I know I don't e-mail people back, but it's usually because I don't really care to respond to whatever the e-mail is about. But not everyone is like me.
Medical school is killing me. I love what I'm learning but it's taking over my life. No time for new experiences. Just sitting infront of a computer all day. Studying or online. Keeping to myself. Looking for love on the internet. Pathetic.
Why do I wish so much to be someone I am not. Why can't I just be satisfied with who I am. Yes it's important to improve myself. But some of my desires are not really any improvement. To make friends. It could happen. But I'm afraid I don't have a sure fire strategy for that. Don't have the words to say, don't make it a consciouse intent when I speak to someone. Maybe I should try that. Pick someone out and say...hmmm lets see if we can be friends. Nah that aint me.

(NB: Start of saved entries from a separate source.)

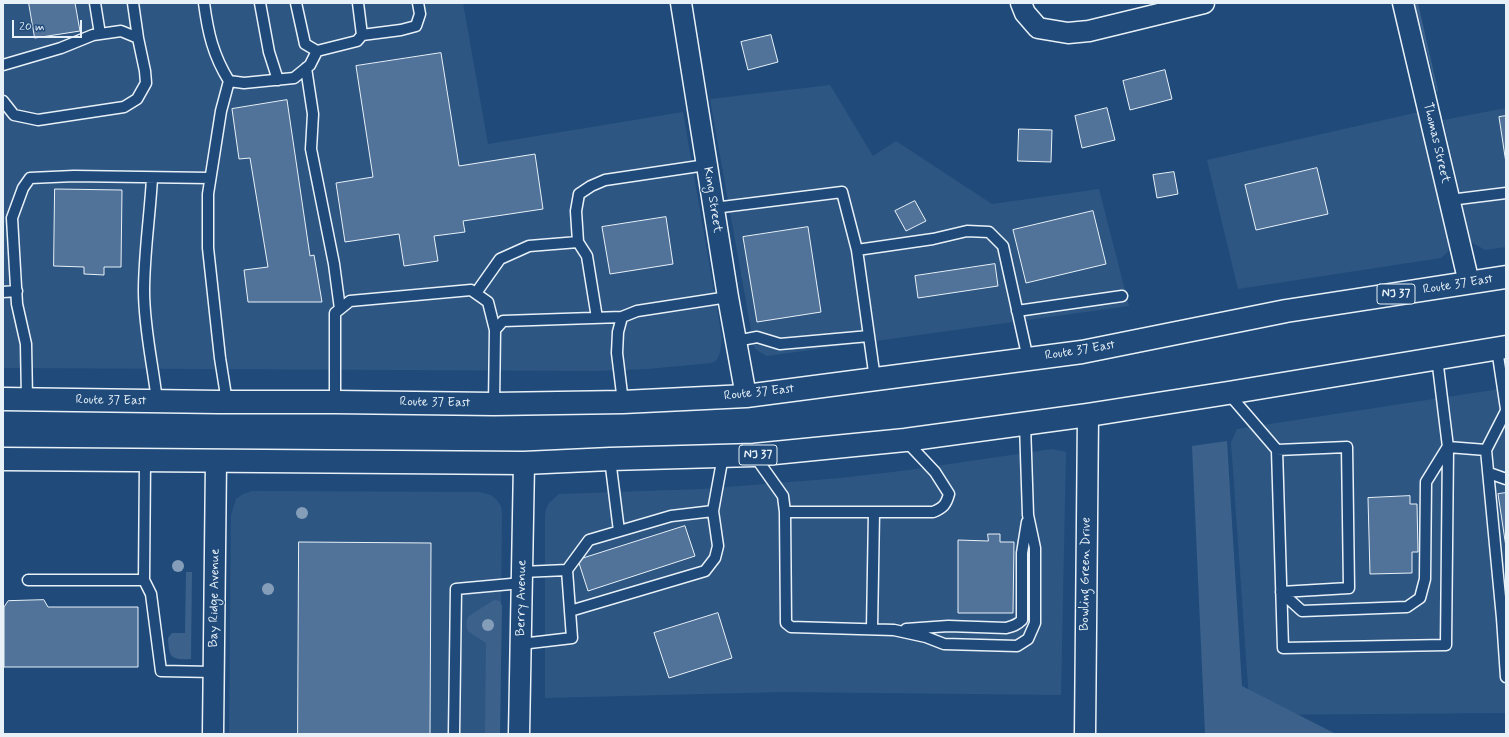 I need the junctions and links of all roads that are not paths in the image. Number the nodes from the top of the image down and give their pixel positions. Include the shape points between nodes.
1 (94, 3) edge
2 (133, 3) edge
3 (204, 3) edge
4 (260, 3) edge
5 (296, 3) edge
6 (358, 3) edge
7 (418, 3) edge
8 (681, 3) edge
9 (1021, 3) edge
10 (1204, 3) edge
11 (1403, 3) edge
12 (100, 34) junction
13 (362, 35) junction
14 (138, 38) junction
15 (317, 51) junction
16 (3, 65) edge
17 (306, 68) junction
18 (278, 80) junction
19 (228, 81) junction
20 (3, 101) edge
21 (706, 165) junction
22 (152, 178) junction
23 (210, 178) junction
24 (1506, 192) edge
25 (1450, 200) junction
26 (714, 208) junction
27 (578, 242) junction
28 (857, 250) junction
29 (1506, 277) edge
30 (1469, 283) junction
31 (17, 291) junction
32 (3, 292) edge
33 (476, 293) junction
34 (1122, 296) dead end
35 (728, 297) junction
36 (340, 309) junction
37 (1017, 311) junction
38 (622, 317) junction
39 (597, 318) junction
40 (495, 330) junction
41 (869, 336) junction
42 (736, 341) junction
43 (1502, 348) edge
44 (1028, 358) junction
45 (1437, 358) junction
46 (875, 379) junction
47 (1228, 393) junction
48 (746, 396) junction
49 (3, 399) edge
50 (27, 399) junction
51 (157, 401) junction
52 (227, 402) junction
53 (335, 402) junction
54 (623, 402) junction
55 (494, 404) junction
56 (1506, 410) edge
57 (1088, 415) junction
58 (1025, 424) junction
59 (905, 440) junction
60 (1448, 447) junction
61 (1277, 450) junction
62 (1486, 450) junction
63 (754, 455) junction
64 (723, 456) junction
65 (3, 459) edge
66 (610, 459) junction
67 (145, 461) junction
68 (216, 461) junction
69 (524, 463) junction
70 (1489, 473) junction
71 (1506, 479) edge
72 (713, 511) junction
73 (785, 512) junction
74 (874, 512) junction
75 (1028, 515) junction
76 (619, 531) junction
77 (567, 570) junction
78 (522, 577) junction
79 (28, 580) dead end
80 (144, 580) junction
81 (1280, 592) junction
82 (570, 611) junction
83 (1504, 618) edge
84 (872, 630) junction
85 (894, 630) junction
86 (521, 644) junction
87 (214, 672) junction
88 (1506, 677) edge
89 (213, 734) edge
90 (454, 734) edge
91 (519, 734) edge
92 (1084, 734) edge

1 - 12 lane
2 - 14 lane
3 - 19 lane via 213,51
4 - 18 lane via 269,52
5 - 15 lane via 305,44
6 - 13 lane
7 - 13 lane via 420,14 416,26
8 - 21 street, King Street
9 - 10 street via 1025,13 1038,28 1068,33
11 - 25 street, Thomas Street
12 - 14 lane via 121,31
12 - 16 lane via 93,34 60,48
13 - 15 lane via 357,41
14 - 20 lane via 146,83 137,99 124,107 38,120 14,115
15 - 17 lane
17 - 18 lane via 294,78
17 - 36 lane via 312,114 311,149 334,264
18 - 19 lane via 244,83
19 - 23 lane via 220,112
21 - 26 street, King Street
21 - 27 lane via 605,180 591,186 580,194 576,211
22 - 23 lane
22 - 31 lane via 30,178 23,188 12,218
22 - 51 lane via 144,292 148,345
23 - 52 lane via 208,248
24 - 25 lane
25 - 30 street, Thomas Street
26 - 28 lane via 842,192
26 - 35 street, King Street
27 - 33 lane via 529,246 500,259
27 - 39 lane via 587,256
28 - 37 lane via 933,239 967,231 989,232 1003,246
28 - 41 lane
29 - 30 highway, Route 37 East / NJ 37
30 - 44 highway, Route 37 East / NJ 37 via 1286,311 1082,352
31 - 32 lane
31 - 50 lane via 26,344
33 - 36 lane via 471,290 350,301
33 - 40 lane via 488,302
34 - 37 lane
35 - 38 lane via 637,311
35 - 42 street, King Street
36 - 53 lane via 335,313
37 - 44 lane
38 - 39 lane
38 - 54 lane via 617,353
39 - 40 lane via 503,321
40 - 55 lane
41 - 42 lane via 780,344 757,337
41 - 46 lane
42 - 48 street, King Street
43 - 45 highway, NJ 37
43 - 56 lane
44 - 46 highway, Route 37 East / NJ 37
45 - 47 highway, NJ 37
45 - 60 lane
46 - 48 highway, Route 37 East / NJ 37
47 - 57 highway, NJ 37
47 - 61 lane
48 - 54 highway, Route 37 East / NJ 37
49 - 50 highway, Route 37 East / NJ 37
50 - 51 highway, Route 37 East / NJ 37
51 - 52 highway, Route 37 East / NJ 37
52 - 53 highway, Route 37 East / NJ 37
53 - 55 highway, Route 37 East / NJ 37
54 - 55 highway, Route 37 East / NJ 37
56 - 62 lane
57 - 58 highway, NJ 37
57 - 92 street, Bowling Green Drive
58 - 59 highway, NJ 37
58 - 75 lane
59 - 63 highway, NJ 37
59 - 74 lane via 935,472 949,494 947,502 933,512
60 - 62 lane
60 - 81 lane via 1426,482 1425,579 1420,598 1407,607 1302,611
60 - 81 lane via 1446,645 1283,648
61 - 81 lane
61 - 81 lane via 1347,447 1349,588
62 - 70 lane
63 - 64 highway, NJ 37
63 - 73 lane via 783,496
64 - 66 highway, NJ 37
64 - 72 lane
65 - 67 highway, NJ 37
66 - 69 highway, NJ 37
66 - 76 lane
67 - 68 highway, NJ 37
67 - 80 lane
68 - 69 highway, NJ 37
68 - 87 street, Bay Ridge Avenue
69 - 78 street, Berry Avenue
70 - 71 lane
70 - 83 lane
72 - 76 lane via 671,516
72 - 82 lane via 718,546 715,558 705,571
73 - 74 lane
73 - 84 lane via 786,624 791,627
74 - 84 lane
75 - 85 lane via 1022,552 1022,620 1019,623 1006,628 948,626
75 - 85 lane via 1035,548 1035,623 1028,639 1017,646 944,644
76 - 77 lane via 589,540
77 - 78 lane
77 - 82 lane
78 - 86 street, Berry Avenue
78 - 90 lane via 456,589
79 - 80 lane
80 - 87 lane via 151,594 161,671
82 - 86 lane via 572,638
83 - 88 lane
84 - 85 lane
86 - 91 street, Berry Avenue
87 - 89 street, Bay Ridge Avenue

I'm selfish. That's my problem. I don't really care about other people. That's not entirely true. But I don't really take interest in other people. I feel like there's nothing I can do for them so why bother. But maybe I can. Maybe I can just lend my ear. But sharing with them my deepest darkest, why would I do that? I don't need to. And if I did, how would that benefit the other person, would they even care. Most likely not. Only very, very, very few people truly care about me in this world. But everyone needs someone to care about them. THATS IT. I can just care. I can care and thats it. I don't have to be fancy, special, or anything else. Thats what I can do for someone. And maybe things will blossom from there. Maybe they won't. I'll throw off my selfish hat for a while and see what happens. But sometimes I feel like if I do that, and put myself out there for someone who doesn't deserve it...I feel as if I'm being wronged in some way. But I'll try. I will just try that. Don't let them think that you don't care. Just care. Thats's all I have to do. I may have just changed my life forever Maybe not.